Baroque, rococo

The term baroque (misshapen pearl) was applied, at first contemptuously but later respectfully, to a style of architecture that originated in Rome in the early 17th c. and showed an audacious departure from the traditions of the Renaissance. Asymmetry of design, luxuriance of ornament, strange or broken curves or lines, and polychromatic richness were its main features. The word was later extended to the other visual arts of the baroque period, which is generally regarded as having lasted to the middle of the 18th c. The best known early exponents are Borromini in architectire, Bernini in sculpture, and Rubens in painting.

Rococo (rock-work) is sometimes treated as synonymous with baroque, but is more properly confined to a later development of it, especially in France, lighter and more fanciful, and with ornament even less related to architecture. The characteristice of baroque are grandeur, pomposity, and weight; Those of rococo are inconsequence, grace, and lightness. Baroque aims at astounding, rococo at amusing.

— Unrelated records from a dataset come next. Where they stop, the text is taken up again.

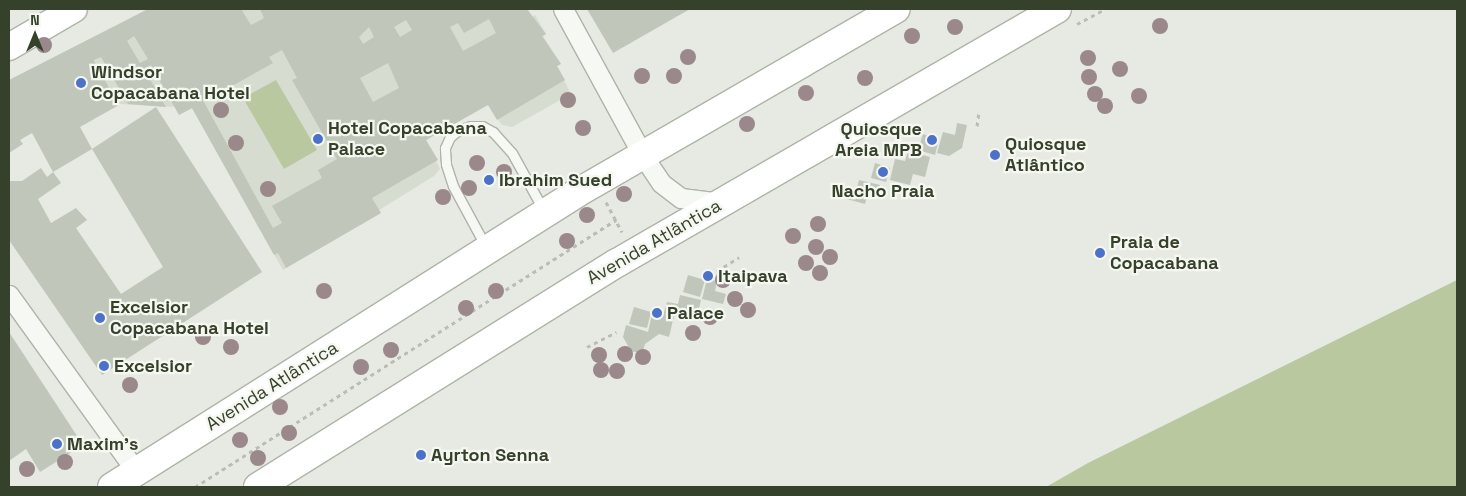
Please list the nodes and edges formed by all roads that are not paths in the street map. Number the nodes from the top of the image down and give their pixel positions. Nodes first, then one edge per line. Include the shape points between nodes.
1 (74, 9) edge
2 (563, 9) edge
3 (896, 9) edge
4 (1057, 9) edge
5 (9, 47) edge
6 (643, 156) junction
7 (720, 203) junction
8 (545, 213) junction
9 (488, 249) junction
10 (9, 294) edge
11 (136, 471) junction
12 (112, 487) edge
13 (258, 487) edge

1 - 5 main road
2 - 6 street
3 - 6 highway, Avenida Atlântica
4 - 7 highway, Avenida Atlântica
6 - 7 street via 671,193 681,198
6 - 8 highway, Avenida Atlântica
7 - 13 highway, Avenida Atlântica via 478,348
8 - 9 highway, Avenida Atlântica
8 - 9 lane via 512,153 493,132 477,126 458,130 445,148 446,164 453,186
9 - 11 highway, Avenida Atlântica
10 - 11 street
11 - 12 highway, Avenida Atlântica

It has become fashionable to apply the word baroque to literature and music also. What it is intended to mean when so used has been the subject of much argument and little agreement, except, it seems, that the poetry of Crashaw and the music of Vivaldi are typically baroque. Such definitions of baroque poetry as have been attempted, as for instance that its marks are ‘instability, mobility, metamorphosis, and the dominance of decor’, are unlikely to give the ordinary reader confidence that he will recognize it with certainty. The application of the term to music is even more recent. It started in Germany, and its propriety is not universally accepted. ‘It is clear that a word professing to embrace such various products as the later madrigals and Handel’s operas, Peri’s melodrama and Bach’s Art of the Fugue, has no justification beyond mere convenience’ (Grove’s Dictionary of Music, 1954 ed.).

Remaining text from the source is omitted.